Cuba is the perfect location “to monitor sensitive communications and activities in the region, including those of the US military,” says the CSIS report. In order to reliably intercept communication signals such as radio waves, a direct “line of sight” between the transmitter and receiver is required. Physical obstacles and the curvature of the earth make surveillance from a great distance difficult or even impossible – an obstacle for China if it really wants to spy on facilities in the southeast of the USA. That is why the bases in Cuba are so important to Beijing. The two socialist dictatorships China and Cuba have had close relations for decades.
Satellite images analyzed by the CSIS authors suggest that Cuba has massively expanded the four sites it monitored in recent years. Space surveillance facilities have been expanded at the two sites in Bejucal and Calabazar near Havana, even though Cuba does not operate its own satellite or space program. China could use the listening stations to intercept data sent from US satellites to military facilities, for example. China could also monitor rocket launches at Cape Canaveral from there. “This is likely to be of great interest to China, as the country is trying to take over the US’s leading role in space technology.”
“Would enable China to get a more accurate picture of US military practices”
“Collecting data on activities such as military exercises, missile tests, missile launches, and submarine maneuvers would allow China to gain a more accurate picture of U.S. military practices,” the CSIS analysts write. Even encrypted data is useful: “Information on the frequency, origin, direction, and speed of communications traffic can have significant intelligence value.”
The CSIS report does not provide any evidence that China is actually using the Cuban listening stations. The Chinese embassy in Washington has already rejected the accusations. “The USA is undoubtedly the leading listening power and does not even spare its allies,” a spokesman told the Wall Street Journal “The US side has repeatedly played up China’s establishment of spy bases or its conduct of surveillance activities in Cuba.”

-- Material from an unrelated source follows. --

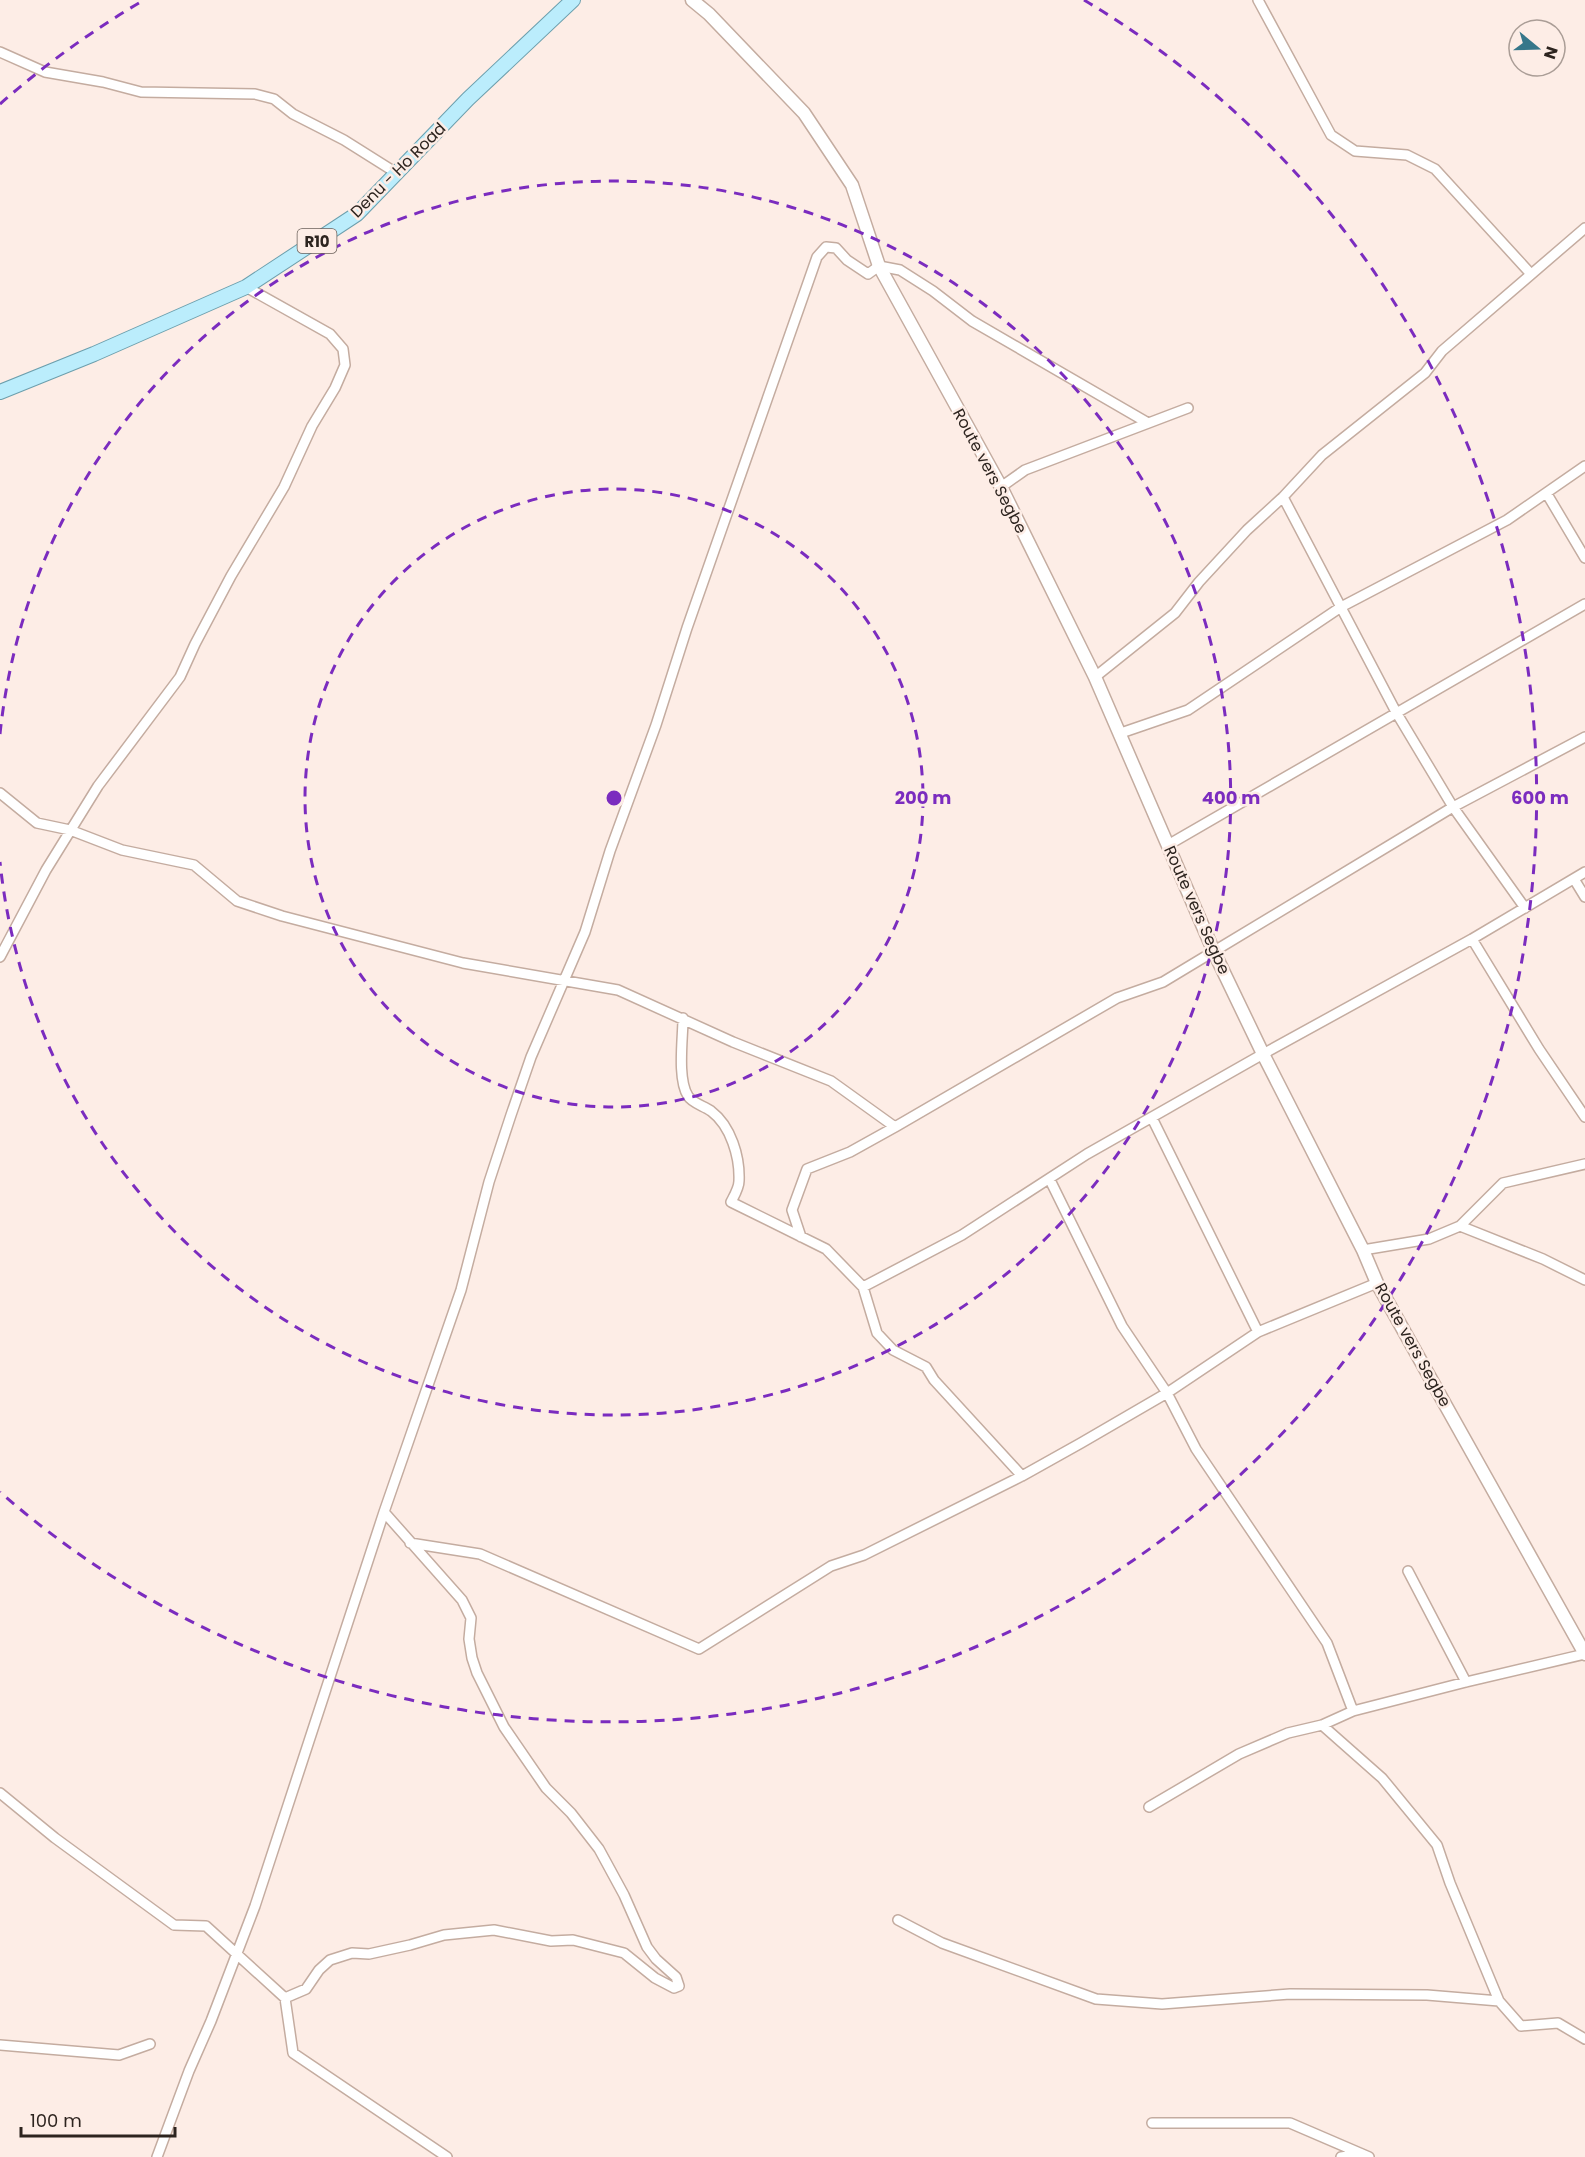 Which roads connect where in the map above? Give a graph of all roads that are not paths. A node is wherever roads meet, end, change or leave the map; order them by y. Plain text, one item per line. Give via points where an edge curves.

Relations between China and the USA under severe strain
Even before the revelations of last June, China’s global espionage activities were in the focus of the world public: At the beginning of 2023, the USA discovered a suspected Chinese spy balloon over its territory and shot it down shortly afterwards. At the time, Beijing spoke of a weather balloon that had gone off course. The incident put a massive strain on relations between the two nuclear powers, and US Secretary of State Blinken canceled a planned visit to China at short notice.
Only a meeting between US President Joe Biden and China’s head of state and party leader Xi Jinping in November in California brought relaxation to relations. In addition to the espionage allegations, China’s support for the Russian war of aggression against Ukraine and the escalating trade conflict are putting a strain on relations between Beijing and Washington.